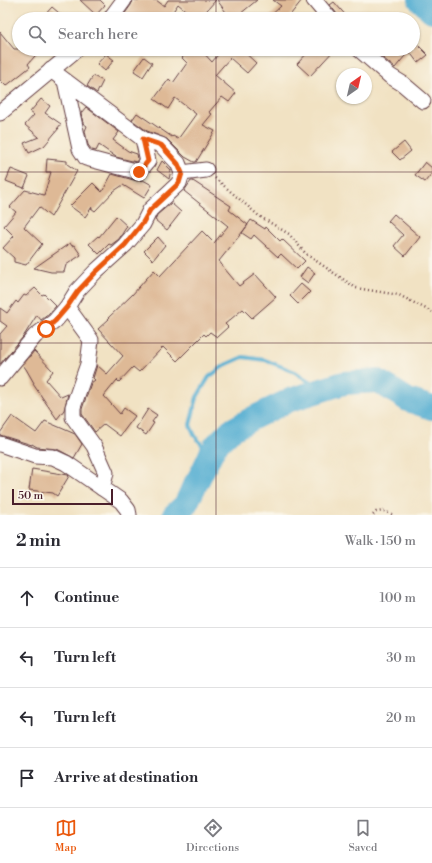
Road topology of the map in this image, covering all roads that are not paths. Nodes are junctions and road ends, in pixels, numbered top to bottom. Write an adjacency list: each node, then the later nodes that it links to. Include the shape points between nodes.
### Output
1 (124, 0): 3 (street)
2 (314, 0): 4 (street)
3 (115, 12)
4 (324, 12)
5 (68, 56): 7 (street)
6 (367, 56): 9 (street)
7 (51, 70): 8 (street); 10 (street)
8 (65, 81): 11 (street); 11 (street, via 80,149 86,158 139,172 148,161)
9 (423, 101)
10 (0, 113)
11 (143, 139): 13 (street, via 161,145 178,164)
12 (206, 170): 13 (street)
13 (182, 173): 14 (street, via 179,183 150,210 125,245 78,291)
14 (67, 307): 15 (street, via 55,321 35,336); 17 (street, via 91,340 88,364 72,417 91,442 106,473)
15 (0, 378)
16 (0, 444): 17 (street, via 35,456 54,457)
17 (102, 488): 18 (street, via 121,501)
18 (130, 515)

◆ ◆ ◆

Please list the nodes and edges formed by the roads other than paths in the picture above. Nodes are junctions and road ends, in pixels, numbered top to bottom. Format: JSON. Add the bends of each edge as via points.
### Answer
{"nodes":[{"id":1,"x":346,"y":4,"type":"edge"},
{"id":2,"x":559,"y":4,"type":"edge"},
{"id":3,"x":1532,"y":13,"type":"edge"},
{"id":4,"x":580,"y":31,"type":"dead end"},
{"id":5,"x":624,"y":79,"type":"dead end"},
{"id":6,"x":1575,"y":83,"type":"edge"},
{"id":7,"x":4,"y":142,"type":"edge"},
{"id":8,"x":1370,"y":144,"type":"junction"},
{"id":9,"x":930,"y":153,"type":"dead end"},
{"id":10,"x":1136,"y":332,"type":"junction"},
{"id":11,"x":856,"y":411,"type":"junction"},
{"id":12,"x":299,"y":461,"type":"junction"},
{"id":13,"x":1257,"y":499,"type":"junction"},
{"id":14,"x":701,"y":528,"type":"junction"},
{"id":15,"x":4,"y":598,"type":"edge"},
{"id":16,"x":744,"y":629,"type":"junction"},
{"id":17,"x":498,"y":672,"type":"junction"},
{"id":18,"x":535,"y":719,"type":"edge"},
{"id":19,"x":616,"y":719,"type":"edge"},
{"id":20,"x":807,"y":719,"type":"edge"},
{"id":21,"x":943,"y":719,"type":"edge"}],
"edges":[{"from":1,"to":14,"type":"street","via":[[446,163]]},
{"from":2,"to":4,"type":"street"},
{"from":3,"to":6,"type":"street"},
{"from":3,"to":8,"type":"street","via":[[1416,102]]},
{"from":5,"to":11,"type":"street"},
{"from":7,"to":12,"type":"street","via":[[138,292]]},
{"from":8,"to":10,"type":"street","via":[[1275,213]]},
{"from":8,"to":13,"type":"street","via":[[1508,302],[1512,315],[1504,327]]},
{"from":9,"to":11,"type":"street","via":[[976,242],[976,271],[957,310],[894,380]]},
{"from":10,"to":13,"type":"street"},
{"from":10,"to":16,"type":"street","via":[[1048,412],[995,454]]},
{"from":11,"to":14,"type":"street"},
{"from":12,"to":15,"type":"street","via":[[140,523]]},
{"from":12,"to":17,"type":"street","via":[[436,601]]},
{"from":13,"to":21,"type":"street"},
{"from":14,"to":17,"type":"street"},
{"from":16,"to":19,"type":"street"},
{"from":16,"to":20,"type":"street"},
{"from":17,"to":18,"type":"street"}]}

◆ ◆ ◆

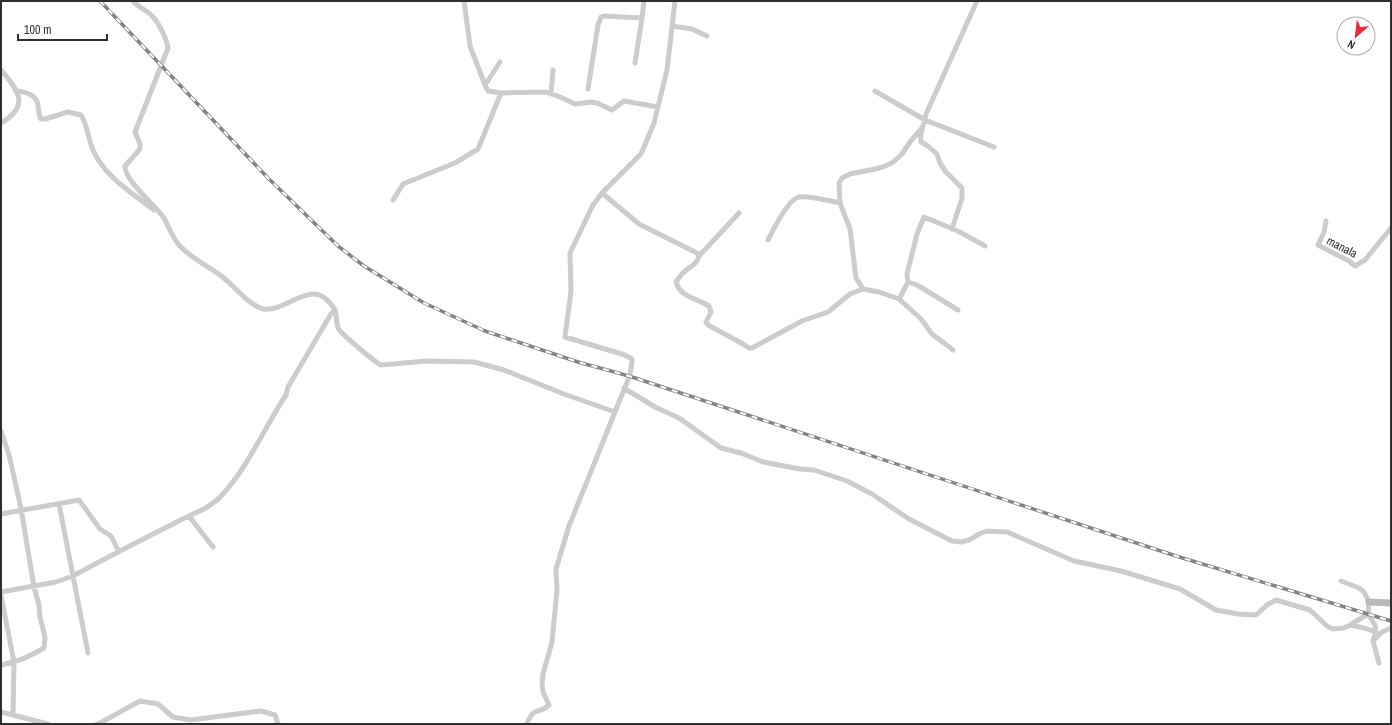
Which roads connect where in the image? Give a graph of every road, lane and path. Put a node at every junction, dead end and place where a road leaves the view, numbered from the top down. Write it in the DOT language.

◆ ◆ ◆

== TO DO ==
Return every line above where "junctions" appears.

== SOLUTION TO THE EXERCISE ==
Road topology of the map in this image, covering all roads that are not paths. Nodes are junctions and road ends, in pixels, numbered top to bottom. Write an adjacency list: each node, then the later nodes that it links to. Include the shape points between nodes.
Please list the nodes and edges formed by the roads other than paths in the picture above. Nodes are junctions and road ends, in pixels, numbered top to bottom. Format: JSON. Add the bends of each edge as via points.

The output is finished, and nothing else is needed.